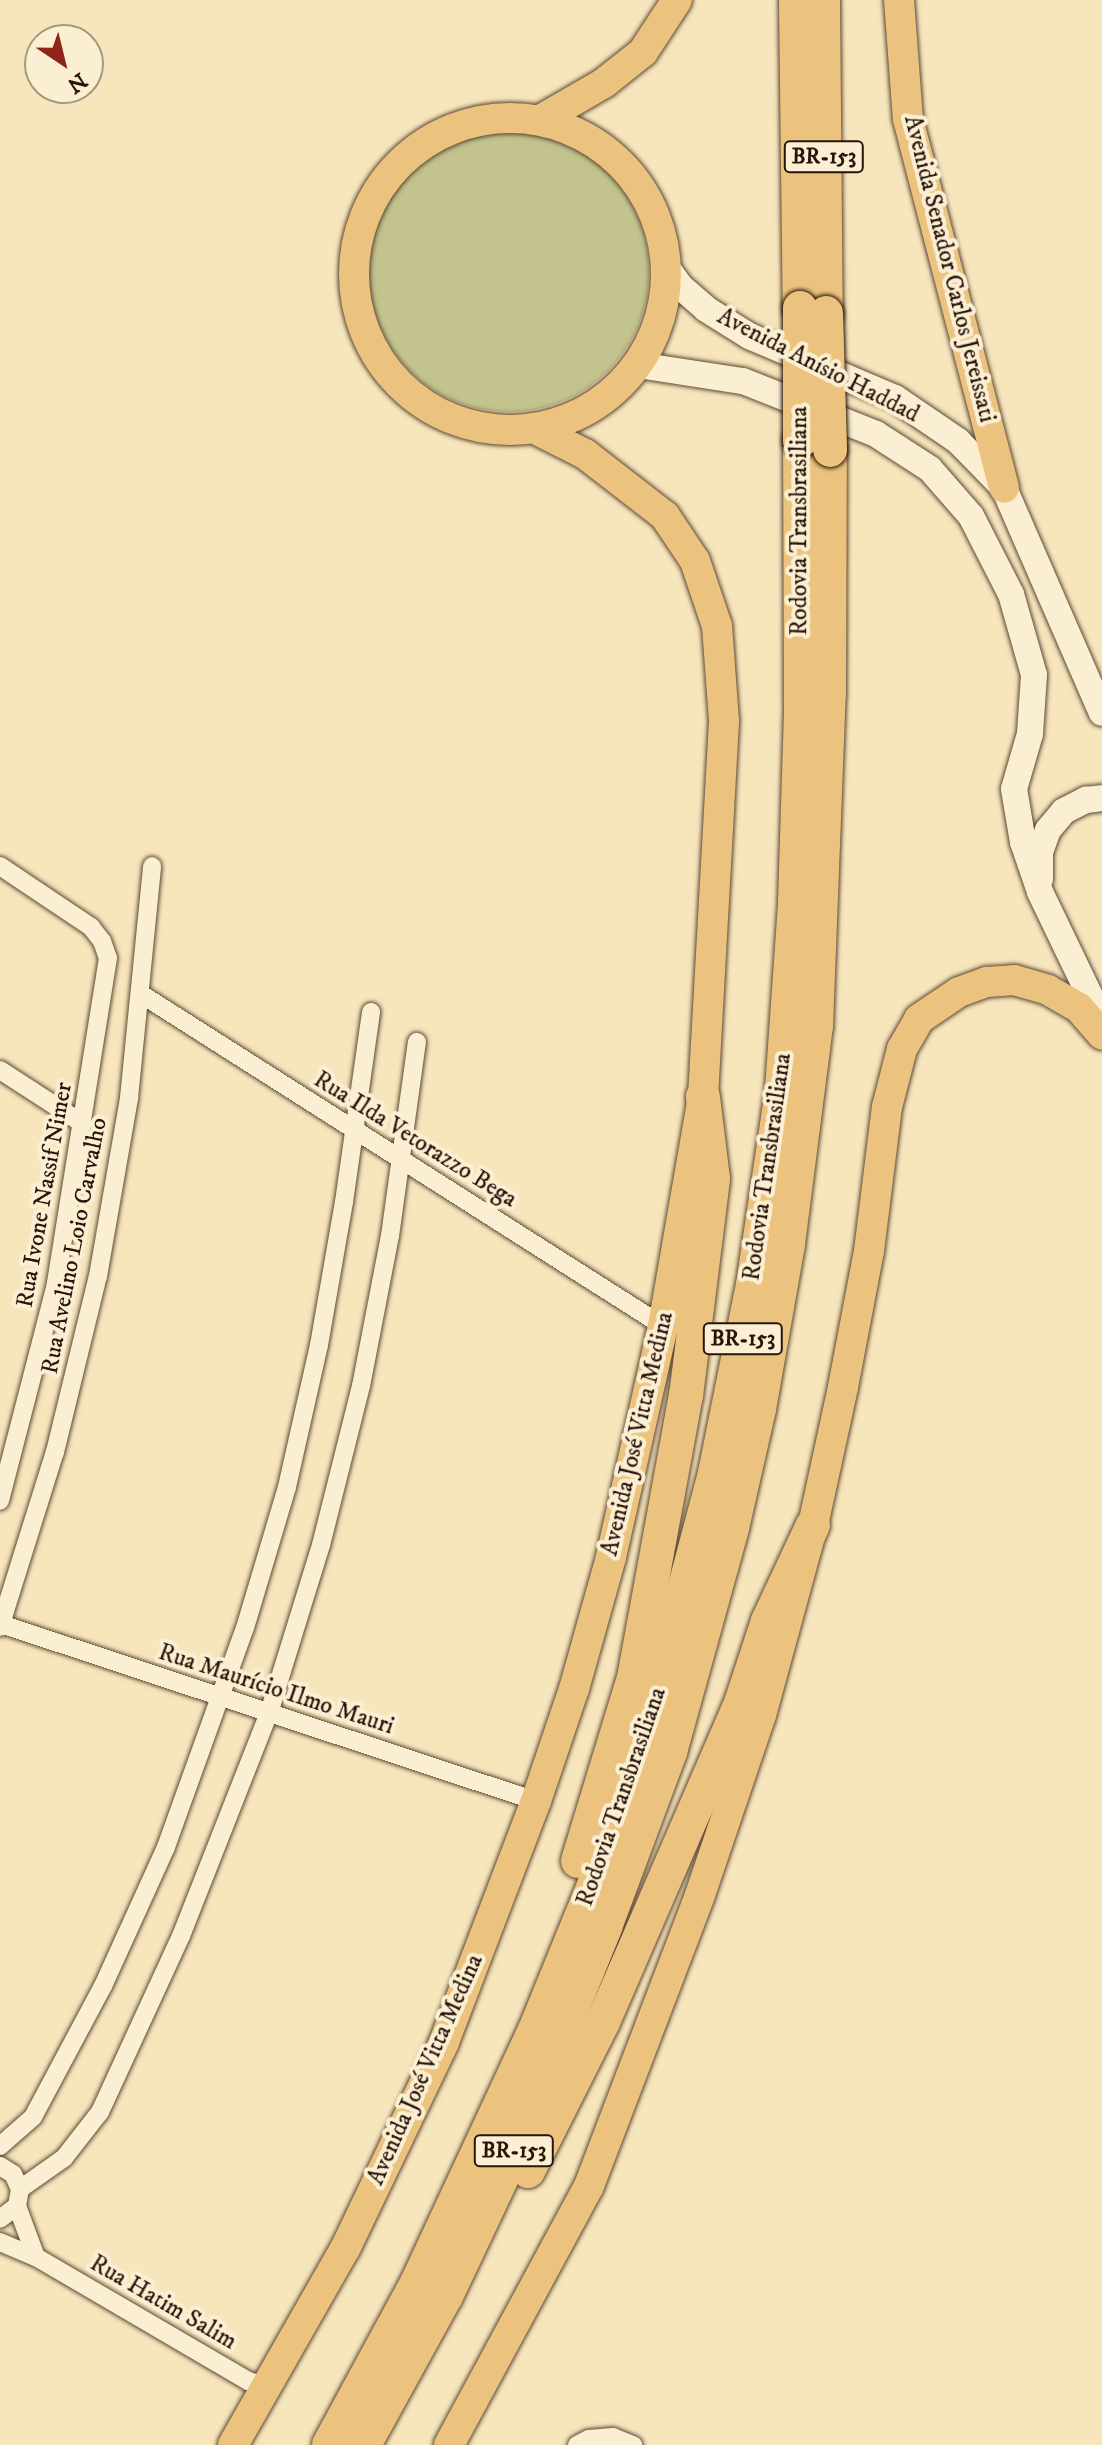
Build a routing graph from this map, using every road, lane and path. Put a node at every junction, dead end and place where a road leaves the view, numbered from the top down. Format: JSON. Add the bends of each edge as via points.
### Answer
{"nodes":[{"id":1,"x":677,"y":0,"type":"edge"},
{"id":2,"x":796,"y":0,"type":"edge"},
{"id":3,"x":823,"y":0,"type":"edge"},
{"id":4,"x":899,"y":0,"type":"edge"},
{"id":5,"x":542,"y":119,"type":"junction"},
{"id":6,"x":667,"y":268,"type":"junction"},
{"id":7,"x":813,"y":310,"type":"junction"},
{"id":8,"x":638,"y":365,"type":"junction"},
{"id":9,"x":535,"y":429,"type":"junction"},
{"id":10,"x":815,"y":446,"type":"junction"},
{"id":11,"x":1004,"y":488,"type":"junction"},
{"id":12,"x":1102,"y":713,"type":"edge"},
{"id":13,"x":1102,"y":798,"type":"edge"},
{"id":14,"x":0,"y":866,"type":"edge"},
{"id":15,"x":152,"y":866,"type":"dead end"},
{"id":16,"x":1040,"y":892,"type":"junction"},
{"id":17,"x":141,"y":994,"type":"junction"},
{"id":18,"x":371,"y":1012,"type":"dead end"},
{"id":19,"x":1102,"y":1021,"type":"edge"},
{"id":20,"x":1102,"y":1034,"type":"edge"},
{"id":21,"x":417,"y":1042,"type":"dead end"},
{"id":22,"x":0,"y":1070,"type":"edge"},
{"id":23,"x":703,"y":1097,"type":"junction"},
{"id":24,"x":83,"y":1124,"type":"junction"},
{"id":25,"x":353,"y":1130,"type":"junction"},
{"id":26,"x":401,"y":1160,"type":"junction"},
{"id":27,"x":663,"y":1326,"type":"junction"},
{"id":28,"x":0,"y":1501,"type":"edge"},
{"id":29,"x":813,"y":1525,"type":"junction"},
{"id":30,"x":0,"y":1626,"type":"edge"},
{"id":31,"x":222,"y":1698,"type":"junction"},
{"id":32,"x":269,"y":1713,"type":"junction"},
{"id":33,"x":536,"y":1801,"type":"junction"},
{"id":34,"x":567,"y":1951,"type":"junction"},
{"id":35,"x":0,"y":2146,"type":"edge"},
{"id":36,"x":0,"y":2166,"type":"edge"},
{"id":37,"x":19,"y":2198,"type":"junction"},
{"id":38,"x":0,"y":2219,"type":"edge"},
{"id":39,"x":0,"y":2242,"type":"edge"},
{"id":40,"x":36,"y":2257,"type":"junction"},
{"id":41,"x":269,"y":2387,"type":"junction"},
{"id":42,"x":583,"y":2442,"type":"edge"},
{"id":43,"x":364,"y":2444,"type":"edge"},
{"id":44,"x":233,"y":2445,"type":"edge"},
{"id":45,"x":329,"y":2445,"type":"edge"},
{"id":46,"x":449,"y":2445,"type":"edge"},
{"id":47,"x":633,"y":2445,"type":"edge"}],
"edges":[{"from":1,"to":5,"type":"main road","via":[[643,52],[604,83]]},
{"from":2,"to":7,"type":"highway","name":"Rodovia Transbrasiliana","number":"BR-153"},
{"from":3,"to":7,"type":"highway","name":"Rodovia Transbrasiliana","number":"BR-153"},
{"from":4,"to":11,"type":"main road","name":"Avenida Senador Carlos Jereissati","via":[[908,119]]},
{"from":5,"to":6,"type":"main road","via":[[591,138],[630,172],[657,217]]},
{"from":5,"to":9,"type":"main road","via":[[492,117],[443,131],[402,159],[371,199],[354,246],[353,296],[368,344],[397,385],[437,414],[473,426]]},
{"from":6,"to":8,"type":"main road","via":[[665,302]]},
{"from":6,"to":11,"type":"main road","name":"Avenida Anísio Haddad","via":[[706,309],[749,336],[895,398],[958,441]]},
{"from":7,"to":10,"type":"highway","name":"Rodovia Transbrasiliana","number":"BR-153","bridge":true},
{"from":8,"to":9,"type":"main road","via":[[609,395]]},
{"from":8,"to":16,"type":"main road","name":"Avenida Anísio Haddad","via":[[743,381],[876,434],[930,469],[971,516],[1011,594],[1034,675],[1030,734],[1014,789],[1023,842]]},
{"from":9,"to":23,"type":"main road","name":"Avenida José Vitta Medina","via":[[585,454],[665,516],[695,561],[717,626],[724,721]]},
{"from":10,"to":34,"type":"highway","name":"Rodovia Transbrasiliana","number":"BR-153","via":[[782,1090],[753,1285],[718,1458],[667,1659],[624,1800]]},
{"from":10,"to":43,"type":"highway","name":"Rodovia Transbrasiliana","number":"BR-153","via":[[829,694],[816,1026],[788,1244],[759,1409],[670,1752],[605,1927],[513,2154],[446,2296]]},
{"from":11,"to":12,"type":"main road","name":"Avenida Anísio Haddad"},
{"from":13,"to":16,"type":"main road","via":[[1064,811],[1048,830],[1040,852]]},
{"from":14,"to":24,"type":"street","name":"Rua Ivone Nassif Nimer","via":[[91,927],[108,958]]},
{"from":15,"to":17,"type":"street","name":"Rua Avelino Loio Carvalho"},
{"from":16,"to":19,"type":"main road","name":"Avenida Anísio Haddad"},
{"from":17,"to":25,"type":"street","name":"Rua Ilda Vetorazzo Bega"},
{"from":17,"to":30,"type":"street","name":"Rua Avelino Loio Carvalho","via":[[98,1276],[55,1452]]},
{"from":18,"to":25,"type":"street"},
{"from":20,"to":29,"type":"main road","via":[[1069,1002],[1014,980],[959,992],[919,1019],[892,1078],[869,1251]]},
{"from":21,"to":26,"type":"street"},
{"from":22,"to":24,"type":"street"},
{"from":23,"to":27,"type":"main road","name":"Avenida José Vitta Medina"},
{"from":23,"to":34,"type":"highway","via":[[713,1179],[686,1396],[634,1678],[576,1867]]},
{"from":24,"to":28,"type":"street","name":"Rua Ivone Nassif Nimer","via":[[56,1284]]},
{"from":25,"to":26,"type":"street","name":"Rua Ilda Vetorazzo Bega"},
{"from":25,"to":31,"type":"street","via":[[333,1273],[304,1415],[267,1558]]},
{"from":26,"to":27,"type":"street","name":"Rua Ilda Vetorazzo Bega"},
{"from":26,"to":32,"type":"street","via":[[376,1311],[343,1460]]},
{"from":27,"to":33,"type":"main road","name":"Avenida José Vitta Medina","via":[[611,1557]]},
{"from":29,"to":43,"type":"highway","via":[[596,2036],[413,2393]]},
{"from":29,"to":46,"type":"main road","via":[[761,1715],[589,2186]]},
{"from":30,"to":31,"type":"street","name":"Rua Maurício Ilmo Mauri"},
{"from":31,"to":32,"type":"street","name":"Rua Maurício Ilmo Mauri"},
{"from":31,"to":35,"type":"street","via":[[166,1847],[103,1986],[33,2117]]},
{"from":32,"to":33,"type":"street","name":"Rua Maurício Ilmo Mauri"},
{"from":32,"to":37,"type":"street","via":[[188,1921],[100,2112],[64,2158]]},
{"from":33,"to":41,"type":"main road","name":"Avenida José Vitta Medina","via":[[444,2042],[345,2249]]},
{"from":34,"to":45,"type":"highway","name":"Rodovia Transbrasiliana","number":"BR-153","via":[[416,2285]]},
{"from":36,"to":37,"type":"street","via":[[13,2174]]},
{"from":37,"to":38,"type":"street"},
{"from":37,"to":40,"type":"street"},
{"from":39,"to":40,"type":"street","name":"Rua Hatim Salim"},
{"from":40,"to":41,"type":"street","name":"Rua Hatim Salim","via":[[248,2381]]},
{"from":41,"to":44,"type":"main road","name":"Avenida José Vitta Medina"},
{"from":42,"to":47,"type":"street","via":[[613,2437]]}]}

========================================================================

> _What the task requires_: Please return every line in the data that includes the string "Carvalho".

> _Expected output_:
{"from":15,"to":17,"type":"street","name":"Rua Avelino Loio Carvalho"},
{"from":17,"to":30,"type":"street","name":"Rua Avelino Loio Carvalho","via":[[98,1276],[55,1452]]},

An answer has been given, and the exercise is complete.